Kubernetes Cheatsheet

The one-liner: Kubernetes is a declarative control loop. You declare desired state (YAML), controllers continuously reconcile actual → desired. You never "start a container" — you tell K8s what you want and it makes reality match, then keeps it matched.

1. Architecture

Control plane (the brain):

Component	Job
kube-apiserver	Front door. All reads/writes go through it (REST). The only thing that talks to etcd.
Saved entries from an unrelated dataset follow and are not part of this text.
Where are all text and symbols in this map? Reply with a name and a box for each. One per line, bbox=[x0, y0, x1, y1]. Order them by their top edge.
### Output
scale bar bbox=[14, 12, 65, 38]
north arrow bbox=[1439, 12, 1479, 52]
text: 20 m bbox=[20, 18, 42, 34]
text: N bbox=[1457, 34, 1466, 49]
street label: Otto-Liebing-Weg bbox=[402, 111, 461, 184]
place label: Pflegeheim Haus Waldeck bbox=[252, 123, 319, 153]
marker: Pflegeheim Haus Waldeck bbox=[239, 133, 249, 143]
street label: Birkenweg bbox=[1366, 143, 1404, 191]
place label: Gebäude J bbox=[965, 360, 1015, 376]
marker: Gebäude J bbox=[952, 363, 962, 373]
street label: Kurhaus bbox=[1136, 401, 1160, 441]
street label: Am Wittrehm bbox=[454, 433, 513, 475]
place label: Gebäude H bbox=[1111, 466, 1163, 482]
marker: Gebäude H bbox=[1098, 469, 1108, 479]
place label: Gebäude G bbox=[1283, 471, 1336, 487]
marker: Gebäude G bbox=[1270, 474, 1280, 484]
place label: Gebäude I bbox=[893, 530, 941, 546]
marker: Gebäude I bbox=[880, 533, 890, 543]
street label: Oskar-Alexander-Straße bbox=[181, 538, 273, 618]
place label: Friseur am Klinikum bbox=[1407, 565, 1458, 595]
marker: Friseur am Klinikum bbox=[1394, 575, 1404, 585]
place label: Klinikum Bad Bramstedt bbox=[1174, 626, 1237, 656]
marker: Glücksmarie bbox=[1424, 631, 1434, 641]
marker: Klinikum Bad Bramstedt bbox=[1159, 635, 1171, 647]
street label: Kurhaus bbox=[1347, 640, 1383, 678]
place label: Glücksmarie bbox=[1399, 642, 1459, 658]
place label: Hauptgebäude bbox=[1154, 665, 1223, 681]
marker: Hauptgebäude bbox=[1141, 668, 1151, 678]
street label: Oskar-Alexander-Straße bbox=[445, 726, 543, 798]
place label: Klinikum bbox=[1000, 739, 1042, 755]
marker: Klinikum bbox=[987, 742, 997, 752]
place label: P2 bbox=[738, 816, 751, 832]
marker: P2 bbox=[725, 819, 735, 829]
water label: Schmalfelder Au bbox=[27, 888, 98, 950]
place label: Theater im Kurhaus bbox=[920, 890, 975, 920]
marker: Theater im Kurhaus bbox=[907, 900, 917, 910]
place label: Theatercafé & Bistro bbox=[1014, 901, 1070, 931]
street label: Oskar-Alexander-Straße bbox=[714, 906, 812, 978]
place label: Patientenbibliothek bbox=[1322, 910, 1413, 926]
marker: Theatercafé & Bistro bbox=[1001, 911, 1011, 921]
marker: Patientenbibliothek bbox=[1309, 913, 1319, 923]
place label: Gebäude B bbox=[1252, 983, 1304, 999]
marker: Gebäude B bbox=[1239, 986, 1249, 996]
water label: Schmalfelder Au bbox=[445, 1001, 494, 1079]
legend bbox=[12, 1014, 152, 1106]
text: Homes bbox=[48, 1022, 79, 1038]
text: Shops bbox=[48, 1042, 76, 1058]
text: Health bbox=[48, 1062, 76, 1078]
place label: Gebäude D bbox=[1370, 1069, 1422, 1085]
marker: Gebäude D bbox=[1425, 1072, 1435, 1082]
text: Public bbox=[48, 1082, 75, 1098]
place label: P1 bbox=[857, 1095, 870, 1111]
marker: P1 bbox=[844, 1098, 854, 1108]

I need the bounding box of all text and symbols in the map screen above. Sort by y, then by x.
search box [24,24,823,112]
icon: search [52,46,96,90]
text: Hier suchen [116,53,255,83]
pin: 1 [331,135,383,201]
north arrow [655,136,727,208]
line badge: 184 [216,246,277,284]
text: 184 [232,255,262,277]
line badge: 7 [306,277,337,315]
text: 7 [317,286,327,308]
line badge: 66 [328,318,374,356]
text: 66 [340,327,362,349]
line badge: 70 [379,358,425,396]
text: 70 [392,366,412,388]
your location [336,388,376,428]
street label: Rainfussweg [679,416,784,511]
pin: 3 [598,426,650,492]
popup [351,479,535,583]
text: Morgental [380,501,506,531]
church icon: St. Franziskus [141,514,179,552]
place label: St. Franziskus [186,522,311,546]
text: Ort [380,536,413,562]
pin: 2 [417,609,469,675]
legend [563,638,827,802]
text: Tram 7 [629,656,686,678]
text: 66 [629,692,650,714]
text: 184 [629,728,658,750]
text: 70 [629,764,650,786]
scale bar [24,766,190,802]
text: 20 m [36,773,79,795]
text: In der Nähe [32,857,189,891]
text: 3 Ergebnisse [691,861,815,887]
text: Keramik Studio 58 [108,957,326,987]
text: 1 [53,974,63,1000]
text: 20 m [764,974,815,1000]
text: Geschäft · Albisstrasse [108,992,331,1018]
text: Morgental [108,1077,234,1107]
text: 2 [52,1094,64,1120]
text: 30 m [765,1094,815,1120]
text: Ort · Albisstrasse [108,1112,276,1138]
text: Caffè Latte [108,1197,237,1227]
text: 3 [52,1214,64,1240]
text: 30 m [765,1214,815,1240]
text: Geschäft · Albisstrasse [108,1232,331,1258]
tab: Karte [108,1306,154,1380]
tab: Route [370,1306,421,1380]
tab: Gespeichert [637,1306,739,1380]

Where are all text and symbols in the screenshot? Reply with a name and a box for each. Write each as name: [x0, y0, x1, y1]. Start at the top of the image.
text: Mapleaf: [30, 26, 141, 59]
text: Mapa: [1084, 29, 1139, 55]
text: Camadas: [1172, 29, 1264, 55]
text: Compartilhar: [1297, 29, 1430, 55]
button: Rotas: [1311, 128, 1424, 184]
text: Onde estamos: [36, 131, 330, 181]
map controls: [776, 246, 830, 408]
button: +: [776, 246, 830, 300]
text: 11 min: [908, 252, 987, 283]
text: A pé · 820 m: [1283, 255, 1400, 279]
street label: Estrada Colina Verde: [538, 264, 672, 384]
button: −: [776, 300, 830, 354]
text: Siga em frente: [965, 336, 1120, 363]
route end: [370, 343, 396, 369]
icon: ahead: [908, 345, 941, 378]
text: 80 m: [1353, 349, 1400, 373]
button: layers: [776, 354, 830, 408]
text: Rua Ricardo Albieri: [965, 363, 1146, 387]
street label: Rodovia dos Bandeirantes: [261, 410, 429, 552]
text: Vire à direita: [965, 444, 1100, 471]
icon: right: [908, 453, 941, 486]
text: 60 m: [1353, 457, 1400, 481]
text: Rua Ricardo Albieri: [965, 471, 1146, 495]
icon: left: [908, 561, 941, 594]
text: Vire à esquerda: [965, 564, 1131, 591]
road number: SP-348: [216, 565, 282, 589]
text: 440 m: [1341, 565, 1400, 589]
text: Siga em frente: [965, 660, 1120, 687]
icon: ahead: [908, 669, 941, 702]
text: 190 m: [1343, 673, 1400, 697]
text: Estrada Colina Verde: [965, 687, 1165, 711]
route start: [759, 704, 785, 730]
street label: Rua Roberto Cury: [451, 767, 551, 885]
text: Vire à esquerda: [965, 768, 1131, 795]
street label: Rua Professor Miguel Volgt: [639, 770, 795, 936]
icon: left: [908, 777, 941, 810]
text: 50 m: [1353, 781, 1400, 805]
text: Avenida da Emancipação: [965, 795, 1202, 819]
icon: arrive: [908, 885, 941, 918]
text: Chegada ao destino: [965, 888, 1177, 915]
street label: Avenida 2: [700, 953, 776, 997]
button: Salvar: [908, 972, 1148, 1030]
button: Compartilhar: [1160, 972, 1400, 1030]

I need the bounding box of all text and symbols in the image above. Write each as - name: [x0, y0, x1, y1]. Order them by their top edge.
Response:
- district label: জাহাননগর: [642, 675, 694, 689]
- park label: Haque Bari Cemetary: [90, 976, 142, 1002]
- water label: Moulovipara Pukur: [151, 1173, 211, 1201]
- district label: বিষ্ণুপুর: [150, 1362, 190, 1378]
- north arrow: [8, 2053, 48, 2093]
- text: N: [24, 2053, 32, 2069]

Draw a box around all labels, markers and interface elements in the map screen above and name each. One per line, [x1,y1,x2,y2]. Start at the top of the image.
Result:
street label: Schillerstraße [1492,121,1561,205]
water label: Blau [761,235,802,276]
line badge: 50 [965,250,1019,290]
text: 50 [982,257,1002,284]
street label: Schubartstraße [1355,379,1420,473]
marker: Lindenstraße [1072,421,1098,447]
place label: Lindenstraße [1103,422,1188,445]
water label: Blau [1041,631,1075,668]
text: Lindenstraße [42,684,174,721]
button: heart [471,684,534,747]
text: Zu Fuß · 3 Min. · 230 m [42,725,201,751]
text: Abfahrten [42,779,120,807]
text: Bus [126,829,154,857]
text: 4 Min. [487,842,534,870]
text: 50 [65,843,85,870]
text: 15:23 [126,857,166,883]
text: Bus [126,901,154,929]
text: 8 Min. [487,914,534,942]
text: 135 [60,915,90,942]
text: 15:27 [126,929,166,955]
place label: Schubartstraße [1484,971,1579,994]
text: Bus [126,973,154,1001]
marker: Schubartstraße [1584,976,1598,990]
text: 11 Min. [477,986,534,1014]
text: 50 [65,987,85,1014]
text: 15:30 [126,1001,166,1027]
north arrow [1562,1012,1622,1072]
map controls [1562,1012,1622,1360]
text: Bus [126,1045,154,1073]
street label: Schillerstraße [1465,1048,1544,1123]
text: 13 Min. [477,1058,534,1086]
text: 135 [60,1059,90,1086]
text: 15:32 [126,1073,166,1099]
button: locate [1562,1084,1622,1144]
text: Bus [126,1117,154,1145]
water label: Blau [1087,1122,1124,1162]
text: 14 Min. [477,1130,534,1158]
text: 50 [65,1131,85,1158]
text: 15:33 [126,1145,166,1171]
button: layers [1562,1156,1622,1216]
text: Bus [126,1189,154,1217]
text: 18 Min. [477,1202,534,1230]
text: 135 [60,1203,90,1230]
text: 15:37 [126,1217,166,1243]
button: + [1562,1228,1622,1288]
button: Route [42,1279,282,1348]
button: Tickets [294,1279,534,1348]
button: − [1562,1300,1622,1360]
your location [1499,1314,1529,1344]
AuthN/AuthZ/admission.
etcd	Consistent key-value store = the single source of truth for all cluster state.
kube-scheduler	Assigns Pods to Nodes (filtering + scoring) on resources, affinity, taints, spread.
controller-manager	Runs reconcile loops (Deployment, ReplicaSet, Node, Job, endpoints…).
cloud-controller-manager	Integrates the cloud (LBs, volumes, node lifecycle).

Worker node (the muscle):

Component	Job
kubelet	Node agent. Watches the API for Pods assigned to it; ensures their containers run & stay healthy; runs probes.
kube-proxy	Programs iptables/IPVS so Service VIPs load-balance to Pod IPs.
container runtime	Runs containers via the CRI (containerd, CRI-O).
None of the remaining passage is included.